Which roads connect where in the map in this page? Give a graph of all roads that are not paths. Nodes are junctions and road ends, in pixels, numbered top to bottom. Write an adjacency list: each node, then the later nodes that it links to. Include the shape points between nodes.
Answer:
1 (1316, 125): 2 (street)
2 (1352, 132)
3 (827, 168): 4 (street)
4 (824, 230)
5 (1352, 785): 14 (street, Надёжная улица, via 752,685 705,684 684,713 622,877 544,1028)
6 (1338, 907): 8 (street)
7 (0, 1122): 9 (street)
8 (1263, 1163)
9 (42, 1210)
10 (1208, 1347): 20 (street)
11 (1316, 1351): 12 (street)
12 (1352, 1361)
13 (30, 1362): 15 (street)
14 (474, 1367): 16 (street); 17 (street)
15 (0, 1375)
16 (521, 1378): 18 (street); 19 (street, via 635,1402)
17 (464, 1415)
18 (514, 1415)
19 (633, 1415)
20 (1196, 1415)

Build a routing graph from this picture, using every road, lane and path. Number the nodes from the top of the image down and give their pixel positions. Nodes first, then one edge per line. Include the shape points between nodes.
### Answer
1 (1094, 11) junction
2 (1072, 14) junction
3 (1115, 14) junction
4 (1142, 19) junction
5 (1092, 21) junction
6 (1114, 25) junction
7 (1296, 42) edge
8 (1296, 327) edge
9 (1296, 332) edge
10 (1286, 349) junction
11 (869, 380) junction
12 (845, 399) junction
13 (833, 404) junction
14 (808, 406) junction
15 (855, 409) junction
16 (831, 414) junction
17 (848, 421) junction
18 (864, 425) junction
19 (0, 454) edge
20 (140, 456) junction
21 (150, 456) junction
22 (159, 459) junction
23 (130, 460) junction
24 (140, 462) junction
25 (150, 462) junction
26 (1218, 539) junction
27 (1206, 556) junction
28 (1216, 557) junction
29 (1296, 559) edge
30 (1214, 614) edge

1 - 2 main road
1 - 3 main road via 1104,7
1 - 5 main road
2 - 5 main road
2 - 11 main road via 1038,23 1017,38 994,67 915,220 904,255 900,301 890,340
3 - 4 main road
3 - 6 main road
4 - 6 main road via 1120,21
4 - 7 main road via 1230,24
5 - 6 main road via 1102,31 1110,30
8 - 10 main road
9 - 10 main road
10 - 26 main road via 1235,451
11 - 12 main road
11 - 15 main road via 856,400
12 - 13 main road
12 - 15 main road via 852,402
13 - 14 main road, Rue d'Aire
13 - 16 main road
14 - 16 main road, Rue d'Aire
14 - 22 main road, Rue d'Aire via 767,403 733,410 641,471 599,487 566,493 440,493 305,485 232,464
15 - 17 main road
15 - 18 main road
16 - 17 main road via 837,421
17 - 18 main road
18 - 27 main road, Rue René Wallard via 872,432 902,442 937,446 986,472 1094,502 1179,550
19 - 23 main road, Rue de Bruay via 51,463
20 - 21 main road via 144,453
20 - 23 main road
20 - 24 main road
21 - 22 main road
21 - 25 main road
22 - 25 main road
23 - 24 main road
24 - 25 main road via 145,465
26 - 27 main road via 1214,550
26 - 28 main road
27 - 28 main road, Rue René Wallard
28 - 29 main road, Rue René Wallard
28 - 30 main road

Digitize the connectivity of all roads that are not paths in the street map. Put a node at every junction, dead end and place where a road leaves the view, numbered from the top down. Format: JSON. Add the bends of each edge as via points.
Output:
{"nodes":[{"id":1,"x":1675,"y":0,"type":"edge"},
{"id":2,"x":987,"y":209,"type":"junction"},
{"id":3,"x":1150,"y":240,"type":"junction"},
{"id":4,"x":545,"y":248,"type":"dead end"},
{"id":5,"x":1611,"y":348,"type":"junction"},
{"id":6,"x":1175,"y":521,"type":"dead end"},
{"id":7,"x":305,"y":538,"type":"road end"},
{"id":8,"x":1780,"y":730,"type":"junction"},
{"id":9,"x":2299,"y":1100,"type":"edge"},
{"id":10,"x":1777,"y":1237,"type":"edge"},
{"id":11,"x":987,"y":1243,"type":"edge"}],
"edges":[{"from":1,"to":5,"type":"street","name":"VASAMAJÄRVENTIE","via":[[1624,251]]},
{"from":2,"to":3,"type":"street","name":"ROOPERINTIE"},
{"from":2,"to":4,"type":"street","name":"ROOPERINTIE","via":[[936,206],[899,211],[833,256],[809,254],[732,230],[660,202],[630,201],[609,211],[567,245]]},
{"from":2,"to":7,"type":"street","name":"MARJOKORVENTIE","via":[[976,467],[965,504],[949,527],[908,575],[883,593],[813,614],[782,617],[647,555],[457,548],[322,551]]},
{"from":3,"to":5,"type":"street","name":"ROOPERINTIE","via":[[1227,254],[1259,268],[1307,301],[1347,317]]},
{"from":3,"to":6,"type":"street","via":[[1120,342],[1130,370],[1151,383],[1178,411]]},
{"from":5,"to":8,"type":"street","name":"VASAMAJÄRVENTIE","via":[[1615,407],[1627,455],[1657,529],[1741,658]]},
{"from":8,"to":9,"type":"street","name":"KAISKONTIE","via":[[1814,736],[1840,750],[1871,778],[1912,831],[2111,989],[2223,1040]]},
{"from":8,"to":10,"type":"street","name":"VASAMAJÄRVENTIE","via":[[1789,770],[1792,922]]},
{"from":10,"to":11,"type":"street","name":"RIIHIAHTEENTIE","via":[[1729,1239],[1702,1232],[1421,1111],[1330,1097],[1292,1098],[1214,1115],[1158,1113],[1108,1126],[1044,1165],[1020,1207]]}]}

-- -- --

Problem to solve: The full listing above should be restated word for word.

Result of the task:
Which roads connect where in the map in this page? Give a graph of all roads that are not paths. Nodes are junctions and road ends, in pixels, numbered top to bottom. Write an adjacency list: each node, then the later nodes that it links to. Include the shape points between nodes.
Answer:
1 (1316, 125): 2 (street)
2 (1352, 132)
3 (827, 168): 4 (street)
4 (824, 230)
5 (1352, 785): 14 (street, Надёжная улица, via 752,685 705,684 684,713 622,877 544,1028)
6 (1338, 907): 8 (street)
7 (0, 1122): 9 (street)
8 (1263, 1163)
9 (42, 1210)
10 (1208, 1347): 20 (street)
11 (1316, 1351): 12 (street)
12 (1352, 1361)
13 (30, 1362): 15 (street)
14 (474, 1367): 16 (street); 17 (street)
15 (0, 1375)
16 (521, 1378): 18 (street); 19 (street, via 635,1402)
17 (464, 1415)
18 (514, 1415)
19 (633, 1415)
20 (1196, 1415)

Build a routing graph from this picture, using every road, lane and path. Number the nodes from the top of the image down and give their pixel positions. Nodes first, then one edge per line. Include the shape points between nodes.
### Answer
1 (1094, 11) junction
2 (1072, 14) junction
3 (1115, 14) junction
4 (1142, 19) junction
5 (1092, 21) junction
6 (1114, 25) junction
7 (1296, 42) edge
8 (1296, 327) edge
9 (1296, 332) edge
10 (1286, 349) junction
11 (869, 380) junction
12 (845, 399) junction
13 (833, 404) junction
14 (808, 406) junction
15 (855, 409) junction
16 (831, 414) junction
17 (848, 421) junction
18 (864, 425) junction
19 (0, 454) edge
20 (140, 456) junction
21 (150, 456) junction
22 (159, 459) junction
23 (130, 460) junction
24 (140, 462) junction
25 (150, 462) junction
26 (1218, 539) junction
27 (1206, 556) junction
28 (1216, 557) junction
29 (1296, 559) edge
30 (1214, 614) edge

1 - 2 main road
1 - 3 main road via 1104,7
1 - 5 main road
2 - 5 main road
2 - 11 main road via 1038,23 1017,38 994,67 915,220 904,255 900,301 890,340
3 - 4 main road
3 - 6 main road
4 - 6 main road via 1120,21
4 - 7 main road via 1230,24
5 - 6 main road via 1102,31 1110,30
8 - 10 main road
9 - 10 main road
10 - 26 main road via 1235,451
11 - 12 main road
11 - 15 main road via 856,400
12 - 13 main road
12 - 15 main road via 852,402
13 - 14 main road, Rue d'Aire
13 - 16 main road
14 - 16 main road, Rue d'Aire
14 - 22 main road, Rue d'Aire via 767,403 733,410 641,471 599,487 566,493 440,493 305,485 232,464
15 - 17 main road
15 - 18 main road
16 - 17 main road via 837,421
17 - 18 main road
18 - 27 main road, Rue René Wallard via 872,432 902,442 937,446 986,472 1094,502 1179,550
19 - 23 main road, Rue de Bruay via 51,463
20 - 21 main road via 144,453
20 - 23 main road
20 - 24 main road
21 - 22 main road
21 - 25 main road
22 - 25 main road
23 - 24 main road
24 - 25 main road via 145,465
26 - 27 main road via 1214,550
26 - 28 main road
27 - 28 main road, Rue René Wallard
28 - 29 main road, Rue René Wallard
28 - 30 main road

Digitize the connectivity of all roads that are not paths in the street map. Put a node at every junction, dead end and place where a road leaves the view, numbered from the top down. Format: JSON. Add the bends of each edge as via points.
Output:
{"nodes":[{"id":1,"x":1675,"y":0,"type":"edge"},
{"id":2,"x":987,"y":209,"type":"junction"},
{"id":3,"x":1150,"y":240,"type":"junction"},
{"id":4,"x":545,"y":248,"type":"dead end"},
{"id":5,"x":1611,"y":348,"type":"junction"},
{"id":6,"x":1175,"y":521,"type":"dead end"},
{"id":7,"x":305,"y":538,"type":"road end"},
{"id":8,"x":1780,"y":730,"type":"junction"},
{"id":9,"x":2299,"y":1100,"type":"edge"},
{"id":10,"x":1777,"y":1237,"type":"edge"},
{"id":11,"x":987,"y":1243,"type":"edge"}],
"edges":[{"from":1,"to":5,"type":"street","name":"VASAMAJÄRVENTIE","via":[[1624,251]]},
{"from":2,"to":3,"type":"street","name":"ROOPERINTIE"},
{"from":2,"to":4,"type":"street","name":"ROOPERINTIE","via":[[936,206],[899,211],[833,256],[809,254],[732,230],[660,202],[630,201],[609,211],[567,245]]},
{"from":2,"to":7,"type":"street","name":"MARJOKORVENTIE","via":[[976,467],[965,504],[949,527],[908,575],[883,593],[813,614],[782,617],[647,555],[457,548],[322,551]]},
{"from":3,"to":5,"type":"street","name":"ROOPERINTIE","via":[[1227,254],[1259,268],[1307,301],[1347,317]]},
{"from":3,"to":6,"type":"street","via":[[1120,342],[1130,370],[1151,383],[1178,411]]},
{"from":5,"to":8,"type":"street","name":"VASAMAJÄRVENTIE","via":[[1615,407],[1627,455],[1657,529],[1741,658]]},
{"from":8,"to":9,"type":"street","name":"KAISKONTIE","via":[[1814,736],[1840,750],[1871,778],[1912,831],[2111,989],[2223,1040]]},
{"from":8,"to":10,"type":"street","name":"VASAMAJÄRVENTIE","via":[[1789,770],[1792,922]]},
{"from":10,"to":11,"type":"street","name":"RIIHIAHTEENTIE","via":[[1729,1239],[1702,1232],[1421,1111],[1330,1097],[1292,1098],[1214,1115],[1158,1113],[1108,1126],[1044,1165],[1020,1207]]}]}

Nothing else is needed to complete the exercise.